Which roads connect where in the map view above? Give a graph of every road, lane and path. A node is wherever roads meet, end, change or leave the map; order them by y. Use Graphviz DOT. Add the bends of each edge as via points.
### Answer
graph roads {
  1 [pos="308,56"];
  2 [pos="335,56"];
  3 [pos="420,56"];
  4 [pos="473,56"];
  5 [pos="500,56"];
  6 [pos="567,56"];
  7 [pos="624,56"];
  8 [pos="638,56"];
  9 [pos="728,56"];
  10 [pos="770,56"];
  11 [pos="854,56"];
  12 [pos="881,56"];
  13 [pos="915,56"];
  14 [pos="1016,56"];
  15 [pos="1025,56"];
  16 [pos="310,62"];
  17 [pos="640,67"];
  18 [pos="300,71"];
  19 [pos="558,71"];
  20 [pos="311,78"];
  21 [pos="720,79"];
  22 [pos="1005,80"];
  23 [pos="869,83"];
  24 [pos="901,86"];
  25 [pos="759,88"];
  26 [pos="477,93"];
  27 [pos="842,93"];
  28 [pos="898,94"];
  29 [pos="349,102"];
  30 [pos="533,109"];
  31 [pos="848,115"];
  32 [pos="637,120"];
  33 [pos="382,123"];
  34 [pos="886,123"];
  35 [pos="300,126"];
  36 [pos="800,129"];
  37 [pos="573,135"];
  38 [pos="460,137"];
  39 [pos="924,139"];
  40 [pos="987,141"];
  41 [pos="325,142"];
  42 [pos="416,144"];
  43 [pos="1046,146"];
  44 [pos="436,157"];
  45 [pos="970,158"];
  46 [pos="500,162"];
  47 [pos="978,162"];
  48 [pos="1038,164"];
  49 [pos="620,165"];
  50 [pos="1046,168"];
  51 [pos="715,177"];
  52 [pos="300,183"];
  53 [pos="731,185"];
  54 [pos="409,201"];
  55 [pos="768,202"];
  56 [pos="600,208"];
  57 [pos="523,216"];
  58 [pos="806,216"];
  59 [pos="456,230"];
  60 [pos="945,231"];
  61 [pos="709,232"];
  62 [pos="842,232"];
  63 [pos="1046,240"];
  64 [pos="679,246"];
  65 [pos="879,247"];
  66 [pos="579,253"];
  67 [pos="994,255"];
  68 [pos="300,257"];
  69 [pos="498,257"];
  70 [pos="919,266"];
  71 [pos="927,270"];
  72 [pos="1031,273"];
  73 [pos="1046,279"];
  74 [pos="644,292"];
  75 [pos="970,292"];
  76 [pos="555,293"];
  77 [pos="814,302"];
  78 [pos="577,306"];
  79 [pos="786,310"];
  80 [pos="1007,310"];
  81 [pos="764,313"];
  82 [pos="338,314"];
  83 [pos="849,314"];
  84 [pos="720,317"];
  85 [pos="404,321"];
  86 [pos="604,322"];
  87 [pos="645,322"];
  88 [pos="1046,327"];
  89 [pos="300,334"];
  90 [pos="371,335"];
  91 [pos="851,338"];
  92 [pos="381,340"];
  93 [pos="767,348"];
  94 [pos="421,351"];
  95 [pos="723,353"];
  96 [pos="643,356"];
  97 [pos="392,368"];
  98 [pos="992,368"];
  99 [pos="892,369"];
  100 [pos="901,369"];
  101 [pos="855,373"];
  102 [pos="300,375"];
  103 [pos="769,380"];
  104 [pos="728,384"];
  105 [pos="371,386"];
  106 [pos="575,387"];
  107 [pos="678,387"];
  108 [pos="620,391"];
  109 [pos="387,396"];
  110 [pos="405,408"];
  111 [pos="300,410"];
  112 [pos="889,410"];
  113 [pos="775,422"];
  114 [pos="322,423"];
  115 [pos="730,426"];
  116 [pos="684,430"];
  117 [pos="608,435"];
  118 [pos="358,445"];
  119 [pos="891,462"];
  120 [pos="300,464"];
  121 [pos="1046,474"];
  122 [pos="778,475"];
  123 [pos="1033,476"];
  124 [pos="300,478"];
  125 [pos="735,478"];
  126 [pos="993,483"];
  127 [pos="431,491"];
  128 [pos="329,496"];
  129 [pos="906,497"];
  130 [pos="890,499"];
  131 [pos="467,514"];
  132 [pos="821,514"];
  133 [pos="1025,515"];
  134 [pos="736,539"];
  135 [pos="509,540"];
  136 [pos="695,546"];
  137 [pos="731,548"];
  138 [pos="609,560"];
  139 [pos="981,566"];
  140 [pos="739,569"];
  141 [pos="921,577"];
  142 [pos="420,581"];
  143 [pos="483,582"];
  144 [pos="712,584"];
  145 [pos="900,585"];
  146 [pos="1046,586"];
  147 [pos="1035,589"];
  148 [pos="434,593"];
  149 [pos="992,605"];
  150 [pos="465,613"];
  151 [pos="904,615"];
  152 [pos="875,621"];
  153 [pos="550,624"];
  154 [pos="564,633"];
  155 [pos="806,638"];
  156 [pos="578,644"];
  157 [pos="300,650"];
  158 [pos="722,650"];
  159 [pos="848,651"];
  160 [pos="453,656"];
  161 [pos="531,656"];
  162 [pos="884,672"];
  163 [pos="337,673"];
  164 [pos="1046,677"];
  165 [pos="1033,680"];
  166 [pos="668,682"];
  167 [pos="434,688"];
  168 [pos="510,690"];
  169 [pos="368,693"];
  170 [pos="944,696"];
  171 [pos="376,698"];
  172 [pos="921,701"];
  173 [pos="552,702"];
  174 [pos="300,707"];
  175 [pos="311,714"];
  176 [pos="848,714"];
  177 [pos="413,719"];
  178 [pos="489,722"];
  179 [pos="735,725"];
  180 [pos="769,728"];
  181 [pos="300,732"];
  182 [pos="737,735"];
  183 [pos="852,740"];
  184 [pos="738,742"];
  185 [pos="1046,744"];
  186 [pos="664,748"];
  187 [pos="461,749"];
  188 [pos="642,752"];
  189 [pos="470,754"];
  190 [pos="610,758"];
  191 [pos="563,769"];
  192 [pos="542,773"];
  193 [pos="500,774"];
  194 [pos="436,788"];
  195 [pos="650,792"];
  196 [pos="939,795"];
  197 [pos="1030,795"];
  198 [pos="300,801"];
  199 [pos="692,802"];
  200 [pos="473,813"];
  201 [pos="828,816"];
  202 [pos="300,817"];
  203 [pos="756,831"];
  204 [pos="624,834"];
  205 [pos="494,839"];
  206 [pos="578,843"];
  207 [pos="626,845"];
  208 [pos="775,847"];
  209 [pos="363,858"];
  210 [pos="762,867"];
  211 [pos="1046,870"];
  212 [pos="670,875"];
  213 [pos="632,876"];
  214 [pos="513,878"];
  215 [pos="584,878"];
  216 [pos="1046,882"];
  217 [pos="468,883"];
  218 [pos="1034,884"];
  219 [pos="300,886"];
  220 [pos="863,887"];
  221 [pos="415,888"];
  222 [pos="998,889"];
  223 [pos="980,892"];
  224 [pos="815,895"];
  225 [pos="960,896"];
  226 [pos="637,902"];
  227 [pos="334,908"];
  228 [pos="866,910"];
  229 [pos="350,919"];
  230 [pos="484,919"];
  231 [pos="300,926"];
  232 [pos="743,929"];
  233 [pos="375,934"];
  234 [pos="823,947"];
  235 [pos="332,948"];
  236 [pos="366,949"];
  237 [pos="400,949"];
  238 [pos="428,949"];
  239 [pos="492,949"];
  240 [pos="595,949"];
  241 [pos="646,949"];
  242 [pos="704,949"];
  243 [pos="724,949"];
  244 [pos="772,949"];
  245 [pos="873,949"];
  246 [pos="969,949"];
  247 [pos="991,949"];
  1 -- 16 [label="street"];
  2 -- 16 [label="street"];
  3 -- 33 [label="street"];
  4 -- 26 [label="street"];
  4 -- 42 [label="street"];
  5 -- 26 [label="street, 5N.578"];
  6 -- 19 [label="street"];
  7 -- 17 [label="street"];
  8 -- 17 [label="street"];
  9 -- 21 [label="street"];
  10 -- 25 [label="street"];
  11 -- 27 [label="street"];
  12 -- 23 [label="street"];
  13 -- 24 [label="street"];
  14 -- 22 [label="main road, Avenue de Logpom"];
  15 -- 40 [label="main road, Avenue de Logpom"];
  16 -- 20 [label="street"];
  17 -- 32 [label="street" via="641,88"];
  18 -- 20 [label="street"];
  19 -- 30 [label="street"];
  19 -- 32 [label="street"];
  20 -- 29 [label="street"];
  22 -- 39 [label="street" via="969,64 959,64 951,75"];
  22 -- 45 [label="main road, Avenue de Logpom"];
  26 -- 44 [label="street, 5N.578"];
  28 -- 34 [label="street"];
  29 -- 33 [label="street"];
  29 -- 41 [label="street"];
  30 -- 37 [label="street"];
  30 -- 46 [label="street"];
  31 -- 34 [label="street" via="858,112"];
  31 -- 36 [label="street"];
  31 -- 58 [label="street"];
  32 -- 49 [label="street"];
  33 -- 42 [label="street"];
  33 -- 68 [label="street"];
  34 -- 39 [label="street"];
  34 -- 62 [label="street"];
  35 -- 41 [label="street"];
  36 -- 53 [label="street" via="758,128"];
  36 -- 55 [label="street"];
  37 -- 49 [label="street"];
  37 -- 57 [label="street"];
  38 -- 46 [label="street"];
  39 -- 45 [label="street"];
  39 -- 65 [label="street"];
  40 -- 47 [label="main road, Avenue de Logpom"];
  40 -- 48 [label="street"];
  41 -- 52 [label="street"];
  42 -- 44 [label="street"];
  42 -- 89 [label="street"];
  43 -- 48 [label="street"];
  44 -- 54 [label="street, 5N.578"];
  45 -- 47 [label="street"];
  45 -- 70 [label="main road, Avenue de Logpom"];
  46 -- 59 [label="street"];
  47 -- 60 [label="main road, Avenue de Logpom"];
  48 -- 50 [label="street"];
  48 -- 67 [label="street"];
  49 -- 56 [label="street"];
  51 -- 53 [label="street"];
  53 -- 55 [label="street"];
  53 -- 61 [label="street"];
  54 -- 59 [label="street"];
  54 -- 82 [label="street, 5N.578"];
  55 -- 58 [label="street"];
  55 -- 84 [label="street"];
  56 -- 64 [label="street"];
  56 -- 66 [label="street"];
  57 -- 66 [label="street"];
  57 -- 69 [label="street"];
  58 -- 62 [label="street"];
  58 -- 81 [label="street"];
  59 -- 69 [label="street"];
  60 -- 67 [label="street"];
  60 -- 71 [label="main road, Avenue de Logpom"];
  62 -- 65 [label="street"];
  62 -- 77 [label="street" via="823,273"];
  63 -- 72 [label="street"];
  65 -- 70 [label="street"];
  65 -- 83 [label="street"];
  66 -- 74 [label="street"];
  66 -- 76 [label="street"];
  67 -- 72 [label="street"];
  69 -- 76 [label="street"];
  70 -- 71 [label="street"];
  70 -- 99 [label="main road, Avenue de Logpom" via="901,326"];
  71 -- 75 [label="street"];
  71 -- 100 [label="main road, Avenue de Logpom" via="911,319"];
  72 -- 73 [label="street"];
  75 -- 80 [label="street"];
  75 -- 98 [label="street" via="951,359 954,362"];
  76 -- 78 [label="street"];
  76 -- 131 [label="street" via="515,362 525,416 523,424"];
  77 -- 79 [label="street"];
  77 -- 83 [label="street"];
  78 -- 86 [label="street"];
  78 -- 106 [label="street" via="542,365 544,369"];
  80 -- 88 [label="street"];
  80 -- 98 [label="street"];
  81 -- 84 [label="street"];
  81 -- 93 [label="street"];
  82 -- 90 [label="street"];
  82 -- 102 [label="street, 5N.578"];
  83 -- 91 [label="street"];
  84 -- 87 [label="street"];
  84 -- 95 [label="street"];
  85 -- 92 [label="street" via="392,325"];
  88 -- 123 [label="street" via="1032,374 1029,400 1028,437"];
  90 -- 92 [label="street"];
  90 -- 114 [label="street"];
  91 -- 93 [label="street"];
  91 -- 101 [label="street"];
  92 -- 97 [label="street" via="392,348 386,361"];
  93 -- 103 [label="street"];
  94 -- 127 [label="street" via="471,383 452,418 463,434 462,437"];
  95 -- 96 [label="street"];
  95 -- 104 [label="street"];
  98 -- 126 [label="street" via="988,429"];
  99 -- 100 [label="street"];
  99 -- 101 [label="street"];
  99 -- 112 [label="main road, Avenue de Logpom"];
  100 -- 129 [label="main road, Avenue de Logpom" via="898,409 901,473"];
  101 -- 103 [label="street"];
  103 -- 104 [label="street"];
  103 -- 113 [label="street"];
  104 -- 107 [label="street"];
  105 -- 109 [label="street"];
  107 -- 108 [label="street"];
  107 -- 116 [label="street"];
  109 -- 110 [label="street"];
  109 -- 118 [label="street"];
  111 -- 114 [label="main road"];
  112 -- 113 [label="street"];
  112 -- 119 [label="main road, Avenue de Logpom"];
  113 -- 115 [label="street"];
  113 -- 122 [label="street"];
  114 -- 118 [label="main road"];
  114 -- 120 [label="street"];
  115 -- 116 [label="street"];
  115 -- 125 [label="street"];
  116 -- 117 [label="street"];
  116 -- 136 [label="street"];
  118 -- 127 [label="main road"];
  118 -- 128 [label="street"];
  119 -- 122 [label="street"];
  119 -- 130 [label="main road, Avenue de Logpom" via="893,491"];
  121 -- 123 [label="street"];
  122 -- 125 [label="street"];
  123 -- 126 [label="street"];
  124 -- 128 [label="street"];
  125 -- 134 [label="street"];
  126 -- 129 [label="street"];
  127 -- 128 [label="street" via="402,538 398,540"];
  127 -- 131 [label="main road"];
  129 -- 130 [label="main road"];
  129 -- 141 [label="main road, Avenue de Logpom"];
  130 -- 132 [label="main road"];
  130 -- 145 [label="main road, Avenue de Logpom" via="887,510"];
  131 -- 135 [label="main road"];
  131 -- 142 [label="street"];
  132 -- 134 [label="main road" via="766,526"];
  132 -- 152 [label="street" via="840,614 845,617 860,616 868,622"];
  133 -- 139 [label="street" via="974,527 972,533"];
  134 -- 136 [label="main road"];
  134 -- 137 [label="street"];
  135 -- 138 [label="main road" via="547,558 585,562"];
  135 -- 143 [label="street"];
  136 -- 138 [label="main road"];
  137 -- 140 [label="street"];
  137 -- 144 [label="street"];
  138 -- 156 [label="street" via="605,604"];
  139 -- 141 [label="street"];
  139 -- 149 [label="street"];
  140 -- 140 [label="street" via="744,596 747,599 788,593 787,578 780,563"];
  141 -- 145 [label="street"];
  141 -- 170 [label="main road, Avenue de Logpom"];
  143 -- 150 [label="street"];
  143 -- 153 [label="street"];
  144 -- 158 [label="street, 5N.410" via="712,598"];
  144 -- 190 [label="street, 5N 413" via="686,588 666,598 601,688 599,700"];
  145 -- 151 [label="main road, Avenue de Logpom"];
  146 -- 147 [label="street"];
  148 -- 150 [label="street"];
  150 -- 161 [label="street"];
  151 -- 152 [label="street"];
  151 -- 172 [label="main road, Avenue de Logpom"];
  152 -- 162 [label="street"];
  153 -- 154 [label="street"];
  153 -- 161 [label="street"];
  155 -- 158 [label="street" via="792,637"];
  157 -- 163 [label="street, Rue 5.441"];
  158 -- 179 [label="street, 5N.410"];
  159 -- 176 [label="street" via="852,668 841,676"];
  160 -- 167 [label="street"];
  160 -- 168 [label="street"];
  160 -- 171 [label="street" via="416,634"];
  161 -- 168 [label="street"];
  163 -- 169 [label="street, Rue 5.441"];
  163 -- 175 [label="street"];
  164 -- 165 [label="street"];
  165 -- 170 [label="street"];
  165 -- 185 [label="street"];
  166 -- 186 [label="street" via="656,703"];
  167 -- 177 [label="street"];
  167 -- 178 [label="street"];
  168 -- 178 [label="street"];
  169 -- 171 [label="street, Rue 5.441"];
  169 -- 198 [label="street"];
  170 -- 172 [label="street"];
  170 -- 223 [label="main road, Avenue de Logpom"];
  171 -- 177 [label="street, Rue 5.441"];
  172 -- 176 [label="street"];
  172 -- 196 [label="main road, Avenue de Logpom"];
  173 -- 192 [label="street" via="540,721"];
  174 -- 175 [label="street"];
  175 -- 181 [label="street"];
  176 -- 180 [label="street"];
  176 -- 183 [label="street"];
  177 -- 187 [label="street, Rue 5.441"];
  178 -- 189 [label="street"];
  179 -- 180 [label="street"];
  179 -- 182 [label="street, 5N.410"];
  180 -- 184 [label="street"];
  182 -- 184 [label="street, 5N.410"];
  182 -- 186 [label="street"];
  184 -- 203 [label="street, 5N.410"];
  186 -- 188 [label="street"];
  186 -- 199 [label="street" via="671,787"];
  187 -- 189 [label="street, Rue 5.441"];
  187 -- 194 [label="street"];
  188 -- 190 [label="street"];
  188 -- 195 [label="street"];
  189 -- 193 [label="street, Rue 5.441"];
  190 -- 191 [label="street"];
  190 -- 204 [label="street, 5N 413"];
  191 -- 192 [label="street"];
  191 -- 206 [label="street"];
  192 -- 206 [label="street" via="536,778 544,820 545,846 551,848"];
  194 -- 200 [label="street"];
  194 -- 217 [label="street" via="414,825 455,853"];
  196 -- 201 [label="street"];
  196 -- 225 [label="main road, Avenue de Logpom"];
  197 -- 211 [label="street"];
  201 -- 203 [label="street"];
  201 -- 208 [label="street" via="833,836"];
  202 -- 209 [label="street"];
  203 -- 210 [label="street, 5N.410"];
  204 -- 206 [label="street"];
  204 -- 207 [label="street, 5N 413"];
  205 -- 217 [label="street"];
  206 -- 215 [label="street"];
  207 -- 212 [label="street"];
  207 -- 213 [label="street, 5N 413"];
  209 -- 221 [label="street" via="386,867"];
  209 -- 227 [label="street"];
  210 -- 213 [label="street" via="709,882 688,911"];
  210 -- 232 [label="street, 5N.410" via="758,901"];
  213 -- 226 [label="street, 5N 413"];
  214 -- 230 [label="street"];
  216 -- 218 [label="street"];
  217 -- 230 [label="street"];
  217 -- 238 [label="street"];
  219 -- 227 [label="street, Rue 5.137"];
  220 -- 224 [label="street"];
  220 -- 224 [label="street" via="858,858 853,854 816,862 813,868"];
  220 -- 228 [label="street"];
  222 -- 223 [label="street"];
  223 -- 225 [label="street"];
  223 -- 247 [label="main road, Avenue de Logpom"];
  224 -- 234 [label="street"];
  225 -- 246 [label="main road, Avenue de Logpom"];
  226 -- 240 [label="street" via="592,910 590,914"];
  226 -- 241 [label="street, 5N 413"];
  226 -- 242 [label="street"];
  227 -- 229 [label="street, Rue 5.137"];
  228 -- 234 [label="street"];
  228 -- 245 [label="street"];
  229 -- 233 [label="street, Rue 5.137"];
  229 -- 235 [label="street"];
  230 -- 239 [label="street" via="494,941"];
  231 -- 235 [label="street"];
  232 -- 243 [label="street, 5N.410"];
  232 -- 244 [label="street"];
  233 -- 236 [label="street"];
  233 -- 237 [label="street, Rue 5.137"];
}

────────

Goal of the exercise:
Count how many lines in the data above include the string "roads", and write only that number.

Answer for this exercise:
2